Cover Image Of 'The High Flyer' By Susan HowatchREVIEW

“When you live the dream you live the consequences…”

I was looking forward to reading this book, as I had first read Susan Howatch many years ago and could recall enjoying her novels immensely.

The Susan Howatch I remember however, is the one before her religious transformation. When I recall some of the titles of those previously enjoyed novels: Penmarric, Sins Of The Fathers and The Rich Are Different, to name but a few, they are all traditional family sagas with a romantic edge and totally unrecognizable in writing style to The High Flyer.

The High Flyer left me somewhat perplexed and I am still a little unsure of my feelings towards it. It started off as I had expected, with the suspense building nicely from the very first page, hinting at the promise of a really intense psychological drama….

Carter Graham was bombarded by just about every dark thought and revelation possible; from Neo-Nazism, sexual deviance, murder and suicide; to jealousy, malicious harassment and poltergeist movements and sightings.

All this however was tempered evenly with the false love of a demon in disguise, who played with her emotions, then ripped them to shreds in a callous and calculating way, in his dark and disturbing dealings with the occult and the powers of evil, leaving Carter an emotionally drained wreck, on the path to self destruction.

….The second half of the book then switches to Carter’s journey of  redemption, cleansing and healing, as she struggles to deal with the feelings of self loathing, despair, hatred, fear and disgust, that are the legacy from this chapter in her life and, as it transpires, going all the way back to her troubled childhood.

Her ‘guardian angel’, who we first meet right at the start of the book, re-appears to show her the way of salvation, which she finds within the unorthodox walls of an inner city church network.

Very unorthodox priests, apply some very unorthodox thoughts and actions, to help Carter understand and come to terms with the healing process that she needs to go through, before she can get her life back on track, maybe even a different and more fulfilling track than she was pursuing before her disastrous encounter with her personal devil incarnate.

These men of the cloth appear to operate just within the boundaries of the church and the ‘blind eye’ of the Diocese officials, performing exorcisms and the ‘laying on of hands’ at regular healing services, but for Carter they are her salvation and a way back from the depths of despair, to a life where the true meaning of love waits for her, when she is ready to open her heart and mind to it.

I am not sure that I ever totally understood the many nuances and undertones of the book.

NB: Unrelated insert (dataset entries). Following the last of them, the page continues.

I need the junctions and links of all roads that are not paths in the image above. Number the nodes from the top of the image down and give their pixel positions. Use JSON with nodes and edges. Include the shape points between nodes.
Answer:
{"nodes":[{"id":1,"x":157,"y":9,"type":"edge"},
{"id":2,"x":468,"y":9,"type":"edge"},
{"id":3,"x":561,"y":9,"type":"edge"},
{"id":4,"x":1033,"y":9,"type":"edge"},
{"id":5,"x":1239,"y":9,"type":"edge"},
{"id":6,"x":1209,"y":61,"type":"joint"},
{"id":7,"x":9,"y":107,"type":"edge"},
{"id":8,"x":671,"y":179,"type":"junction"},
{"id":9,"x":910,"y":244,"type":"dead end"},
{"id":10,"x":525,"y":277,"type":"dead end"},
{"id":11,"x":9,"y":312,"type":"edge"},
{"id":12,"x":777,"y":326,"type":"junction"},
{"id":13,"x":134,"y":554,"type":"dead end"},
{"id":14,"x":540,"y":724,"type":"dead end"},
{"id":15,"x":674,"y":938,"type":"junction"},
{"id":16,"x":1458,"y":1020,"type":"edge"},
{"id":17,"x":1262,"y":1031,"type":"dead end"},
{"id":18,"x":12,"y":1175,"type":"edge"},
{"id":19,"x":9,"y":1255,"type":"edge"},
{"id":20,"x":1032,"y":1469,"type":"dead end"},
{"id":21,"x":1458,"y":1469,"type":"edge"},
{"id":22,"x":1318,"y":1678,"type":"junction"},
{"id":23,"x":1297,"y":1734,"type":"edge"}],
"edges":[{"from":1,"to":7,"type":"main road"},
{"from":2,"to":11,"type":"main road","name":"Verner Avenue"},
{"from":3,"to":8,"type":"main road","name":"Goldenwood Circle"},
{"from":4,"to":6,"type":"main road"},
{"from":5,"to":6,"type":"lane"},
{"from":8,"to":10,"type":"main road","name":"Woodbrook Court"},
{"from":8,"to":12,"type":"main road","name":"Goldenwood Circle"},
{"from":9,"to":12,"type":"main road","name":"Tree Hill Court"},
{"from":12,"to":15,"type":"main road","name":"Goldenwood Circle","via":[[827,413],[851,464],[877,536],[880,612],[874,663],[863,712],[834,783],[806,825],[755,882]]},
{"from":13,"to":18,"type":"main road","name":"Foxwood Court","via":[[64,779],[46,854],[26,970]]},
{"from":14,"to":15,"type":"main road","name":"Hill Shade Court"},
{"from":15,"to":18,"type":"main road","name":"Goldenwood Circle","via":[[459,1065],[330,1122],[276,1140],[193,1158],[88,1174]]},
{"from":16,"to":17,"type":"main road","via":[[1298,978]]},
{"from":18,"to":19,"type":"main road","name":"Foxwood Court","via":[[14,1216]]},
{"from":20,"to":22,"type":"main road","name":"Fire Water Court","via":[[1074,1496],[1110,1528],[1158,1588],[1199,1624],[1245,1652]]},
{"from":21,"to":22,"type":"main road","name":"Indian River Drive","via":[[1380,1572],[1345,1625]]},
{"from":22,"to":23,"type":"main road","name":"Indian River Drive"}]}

Is it a romance, a suspense thriller, a mystery, a novel about the occult, or a lesson in spiritual and religious belief, or maybe a little of each?

I must admit, that I did find the prolonged religious references not within my usual sphere of reading and not particularly to my liking, however, it is definitely a very well written, perceptive piece of work, which deals with the inner emotions in a sensitive and deeply moving way, whilst providing a strong and emotional plot as a precursor to this journey of what I would describe as ‘self-healing’.

The High Flyer is part of  The St. Benet’s trilogy, which takes place in London of the 1980s and 1990s and illustrates the changes which took place in the Anglican Church in those years  However, whilst the Church is still at the heart of the books, there is an increased emphasis on characters who are not members of the clergy. Each book in the trilogy is written in the first person by a different narrator and all are stand alone stories.

Image Of Author Susan Howatch

This book was a paperback charity shop purchase. Any thoughts or comments are my own personal opinion and I am in no way being monetarily compensated for this, or any other article.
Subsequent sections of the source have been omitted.